Le CGRI publie une nouvelle carte des zones sous son contrôle dans le détroit d'Ormuz

Le Corps des gardiens de la révolution islamique (CGRI) d'Iran a publié une nouvelle carte montrant les zones du détroit d'Ormuz sous son contrôle naval. Cette annonce intervient dans un contexte de tensions avec les États-Unis, marquées notamment par une frappe de missile contre une frégate américaine. Le porte-parole du CGRI a déclaré qu'il n'y avait aucun changement dans la gestion globale du détroit.
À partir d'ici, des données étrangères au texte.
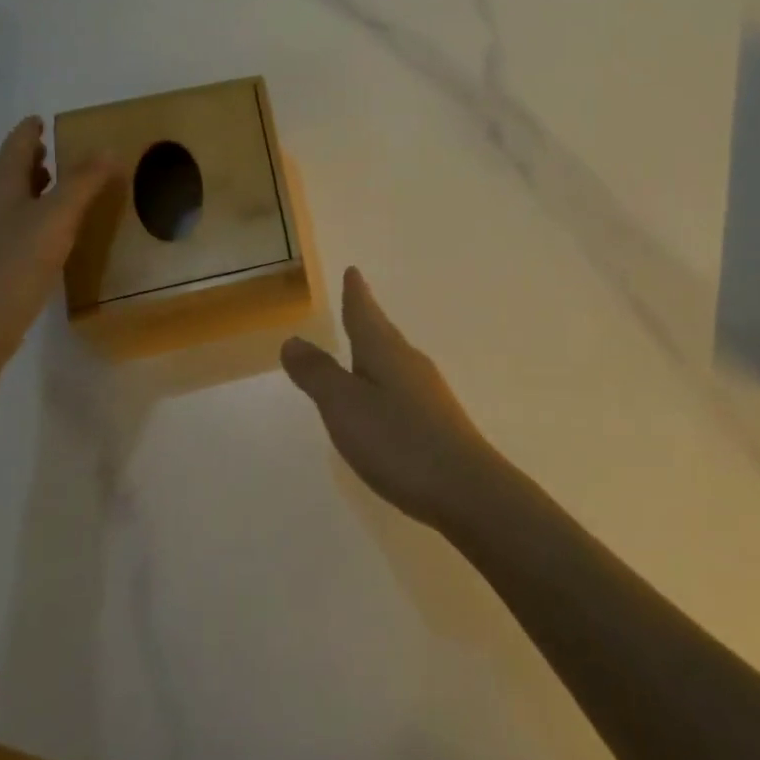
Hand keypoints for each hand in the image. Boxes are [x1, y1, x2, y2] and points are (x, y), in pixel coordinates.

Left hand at [0, 116, 116, 375]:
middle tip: (54, 151)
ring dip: (31, 190)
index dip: (29, 133)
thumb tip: (106, 148)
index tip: (40, 120)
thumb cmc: (14, 265)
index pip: (15, 149)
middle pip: (8, 174)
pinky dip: (31, 218)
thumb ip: (82, 183)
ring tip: (57, 189)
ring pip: (9, 202)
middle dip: (31, 161)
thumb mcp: (57, 219)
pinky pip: (11, 228)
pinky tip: (47, 235)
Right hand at [281, 268, 505, 531]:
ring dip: (376, 349)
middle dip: (366, 318)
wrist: (465, 487)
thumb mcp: (345, 407)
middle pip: (382, 332)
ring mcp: (428, 391)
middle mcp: (410, 362)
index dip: (355, 293)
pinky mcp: (437, 419)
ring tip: (363, 347)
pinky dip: (386, 380)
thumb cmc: (398, 441)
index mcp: (385, 351)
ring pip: (394, 359)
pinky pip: (403, 385)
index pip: (365, 313)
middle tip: (355, 302)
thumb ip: (318, 374)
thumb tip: (293, 339)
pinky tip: (385, 399)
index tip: (353, 271)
Selon des rapports de Fars, le Corps des gardiens de la révolution islamique (CGRI) d'Iran a publié une nouvelle carte revendiquant le contrôle de zones dans le détroit d'Ormuz, s'étendant de l'ouest de l'île de Qeshm en Iran à Umm Al-Qaïwaïn aux Émirats arabes unis, et de Kuh-e Mobarak en Iran au sud de Fujaïrah aux Émirats arabes unis.

Le porte-parole du CGRI, Hossein Mohebi, a précisé que cette carte ne modifie pas la gestion globale du détroit d'Ormuz. « Les navires commerciaux doivent suivre les protocoles de navigation de la marine du CGRI et se coordonner avec les autorités iraniennes sur les itinéraires désignés », a-t-il déclaré, tel que cité par Xinhua le 5 mai 2026. Les navires en conformité sont autorisés à passer, tandis que les contrevenants peuvent être arrêtés par la force.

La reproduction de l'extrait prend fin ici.